_Your instructions_: Below is a listing. Output every line of it exactly.

_Data provided_:
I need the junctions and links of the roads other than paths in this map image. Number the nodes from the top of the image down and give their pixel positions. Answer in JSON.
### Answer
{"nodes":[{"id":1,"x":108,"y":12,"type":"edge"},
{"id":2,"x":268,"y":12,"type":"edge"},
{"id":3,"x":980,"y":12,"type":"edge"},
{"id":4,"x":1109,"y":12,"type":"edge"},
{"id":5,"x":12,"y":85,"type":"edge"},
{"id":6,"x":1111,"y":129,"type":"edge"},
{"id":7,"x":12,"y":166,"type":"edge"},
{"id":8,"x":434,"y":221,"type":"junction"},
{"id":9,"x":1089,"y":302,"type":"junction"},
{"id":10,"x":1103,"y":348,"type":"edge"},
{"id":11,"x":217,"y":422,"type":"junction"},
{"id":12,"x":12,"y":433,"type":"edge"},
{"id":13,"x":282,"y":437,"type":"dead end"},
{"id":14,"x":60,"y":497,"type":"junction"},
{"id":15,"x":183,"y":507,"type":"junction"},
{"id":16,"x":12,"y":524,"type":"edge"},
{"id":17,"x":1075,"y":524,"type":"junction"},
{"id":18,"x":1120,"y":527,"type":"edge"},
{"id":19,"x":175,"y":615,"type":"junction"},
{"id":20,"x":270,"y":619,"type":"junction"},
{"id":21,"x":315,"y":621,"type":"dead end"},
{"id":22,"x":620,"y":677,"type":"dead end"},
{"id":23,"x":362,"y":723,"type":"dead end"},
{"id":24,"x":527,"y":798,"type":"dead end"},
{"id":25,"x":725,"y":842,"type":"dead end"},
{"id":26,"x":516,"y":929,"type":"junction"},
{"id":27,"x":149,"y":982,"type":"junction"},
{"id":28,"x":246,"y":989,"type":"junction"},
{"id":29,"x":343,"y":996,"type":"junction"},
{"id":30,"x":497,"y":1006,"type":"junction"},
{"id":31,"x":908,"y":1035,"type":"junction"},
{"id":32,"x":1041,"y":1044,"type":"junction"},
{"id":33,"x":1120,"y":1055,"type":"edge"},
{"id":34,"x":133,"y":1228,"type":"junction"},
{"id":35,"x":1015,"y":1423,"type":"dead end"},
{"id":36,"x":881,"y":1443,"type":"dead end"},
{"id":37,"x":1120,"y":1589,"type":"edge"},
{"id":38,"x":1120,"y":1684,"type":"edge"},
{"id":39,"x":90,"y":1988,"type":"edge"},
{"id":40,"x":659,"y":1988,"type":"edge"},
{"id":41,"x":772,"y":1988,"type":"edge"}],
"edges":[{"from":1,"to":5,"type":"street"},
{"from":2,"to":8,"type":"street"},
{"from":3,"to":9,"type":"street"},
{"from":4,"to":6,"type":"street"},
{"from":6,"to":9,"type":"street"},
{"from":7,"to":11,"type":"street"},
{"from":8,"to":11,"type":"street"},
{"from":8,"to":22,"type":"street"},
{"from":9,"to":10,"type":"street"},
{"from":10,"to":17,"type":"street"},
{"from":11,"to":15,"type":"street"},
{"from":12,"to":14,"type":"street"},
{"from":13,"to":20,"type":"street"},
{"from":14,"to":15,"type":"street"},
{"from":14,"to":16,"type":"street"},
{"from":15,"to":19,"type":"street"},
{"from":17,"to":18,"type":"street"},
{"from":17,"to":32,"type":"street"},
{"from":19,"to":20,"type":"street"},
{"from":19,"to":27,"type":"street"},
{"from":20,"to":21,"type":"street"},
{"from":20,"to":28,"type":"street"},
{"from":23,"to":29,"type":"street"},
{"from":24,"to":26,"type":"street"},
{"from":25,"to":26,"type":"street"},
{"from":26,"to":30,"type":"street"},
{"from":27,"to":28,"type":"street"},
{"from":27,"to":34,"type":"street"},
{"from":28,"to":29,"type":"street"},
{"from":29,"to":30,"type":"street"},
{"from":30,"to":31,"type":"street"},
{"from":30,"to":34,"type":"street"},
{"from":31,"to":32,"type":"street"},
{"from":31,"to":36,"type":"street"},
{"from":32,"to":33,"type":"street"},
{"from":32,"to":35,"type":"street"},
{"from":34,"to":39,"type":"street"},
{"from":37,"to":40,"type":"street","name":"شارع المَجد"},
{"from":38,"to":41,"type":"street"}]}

_Reply to the task_:
I need the junctions and links of the roads other than paths in this map image. Number the nodes from the top of the image down and give their pixel positions. Answer in JSON.
### Answer
{"nodes":[{"id":1,"x":108,"y":12,"type":"edge"},
{"id":2,"x":268,"y":12,"type":"edge"},
{"id":3,"x":980,"y":12,"type":"edge"},
{"id":4,"x":1109,"y":12,"type":"edge"},
{"id":5,"x":12,"y":85,"type":"edge"},
{"id":6,"x":1111,"y":129,"type":"edge"},
{"id":7,"x":12,"y":166,"type":"edge"},
{"id":8,"x":434,"y":221,"type":"junction"},
{"id":9,"x":1089,"y":302,"type":"junction"},
{"id":10,"x":1103,"y":348,"type":"edge"},
{"id":11,"x":217,"y":422,"type":"junction"},
{"id":12,"x":12,"y":433,"type":"edge"},
{"id":13,"x":282,"y":437,"type":"dead end"},
{"id":14,"x":60,"y":497,"type":"junction"},
{"id":15,"x":183,"y":507,"type":"junction"},
{"id":16,"x":12,"y":524,"type":"edge"},
{"id":17,"x":1075,"y":524,"type":"junction"},
{"id":18,"x":1120,"y":527,"type":"edge"},
{"id":19,"x":175,"y":615,"type":"junction"},
{"id":20,"x":270,"y":619,"type":"junction"},
{"id":21,"x":315,"y":621,"type":"dead end"},
{"id":22,"x":620,"y":677,"type":"dead end"},
{"id":23,"x":362,"y":723,"type":"dead end"},
{"id":24,"x":527,"y":798,"type":"dead end"},
{"id":25,"x":725,"y":842,"type":"dead end"},
{"id":26,"x":516,"y":929,"type":"junction"},
{"id":27,"x":149,"y":982,"type":"junction"},
{"id":28,"x":246,"y":989,"type":"junction"},
{"id":29,"x":343,"y":996,"type":"junction"},
{"id":30,"x":497,"y":1006,"type":"junction"},
{"id":31,"x":908,"y":1035,"type":"junction"},
{"id":32,"x":1041,"y":1044,"type":"junction"},
{"id":33,"x":1120,"y":1055,"type":"edge"},
{"id":34,"x":133,"y":1228,"type":"junction"},
{"id":35,"x":1015,"y":1423,"type":"dead end"},
{"id":36,"x":881,"y":1443,"type":"dead end"},
{"id":37,"x":1120,"y":1589,"type":"edge"},
{"id":38,"x":1120,"y":1684,"type":"edge"},
{"id":39,"x":90,"y":1988,"type":"edge"},
{"id":40,"x":659,"y":1988,"type":"edge"},
{"id":41,"x":772,"y":1988,"type":"edge"}],
"edges":[{"from":1,"to":5,"type":"street"},
{"from":2,"to":8,"type":"street"},
{"from":3,"to":9,"type":"street"},
{"from":4,"to":6,"type":"street"},
{"from":6,"to":9,"type":"street"},
{"from":7,"to":11,"type":"street"},
{"from":8,"to":11,"type":"street"},
{"from":8,"to":22,"type":"street"},
{"from":9,"to":10,"type":"street"},
{"from":10,"to":17,"type":"street"},
{"from":11,"to":15,"type":"street"},
{"from":12,"to":14,"type":"street"},
{"from":13,"to":20,"type":"street"},
{"from":14,"to":15,"type":"street"},
{"from":14,"to":16,"type":"street"},
{"from":15,"to":19,"type":"street"},
{"from":17,"to":18,"type":"street"},
{"from":17,"to":32,"type":"street"},
{"from":19,"to":20,"type":"street"},
{"from":19,"to":27,"type":"street"},
{"from":20,"to":21,"type":"street"},
{"from":20,"to":28,"type":"street"},
{"from":23,"to":29,"type":"street"},
{"from":24,"to":26,"type":"street"},
{"from":25,"to":26,"type":"street"},
{"from":26,"to":30,"type":"street"},
{"from":27,"to":28,"type":"street"},
{"from":27,"to":34,"type":"street"},
{"from":28,"to":29,"type":"street"},
{"from":29,"to":30,"type":"street"},
{"from":30,"to":31,"type":"street"},
{"from":30,"to":34,"type":"street"},
{"from":31,"to":32,"type":"street"},
{"from":31,"to":36,"type":"street"},
{"from":32,"to":33,"type":"street"},
{"from":32,"to":35,"type":"street"},
{"from":34,"to":39,"type":"street"},
{"from":37,"to":40,"type":"street","name":"شارع المَجد"},
{"from":38,"to":41,"type":"street"}]}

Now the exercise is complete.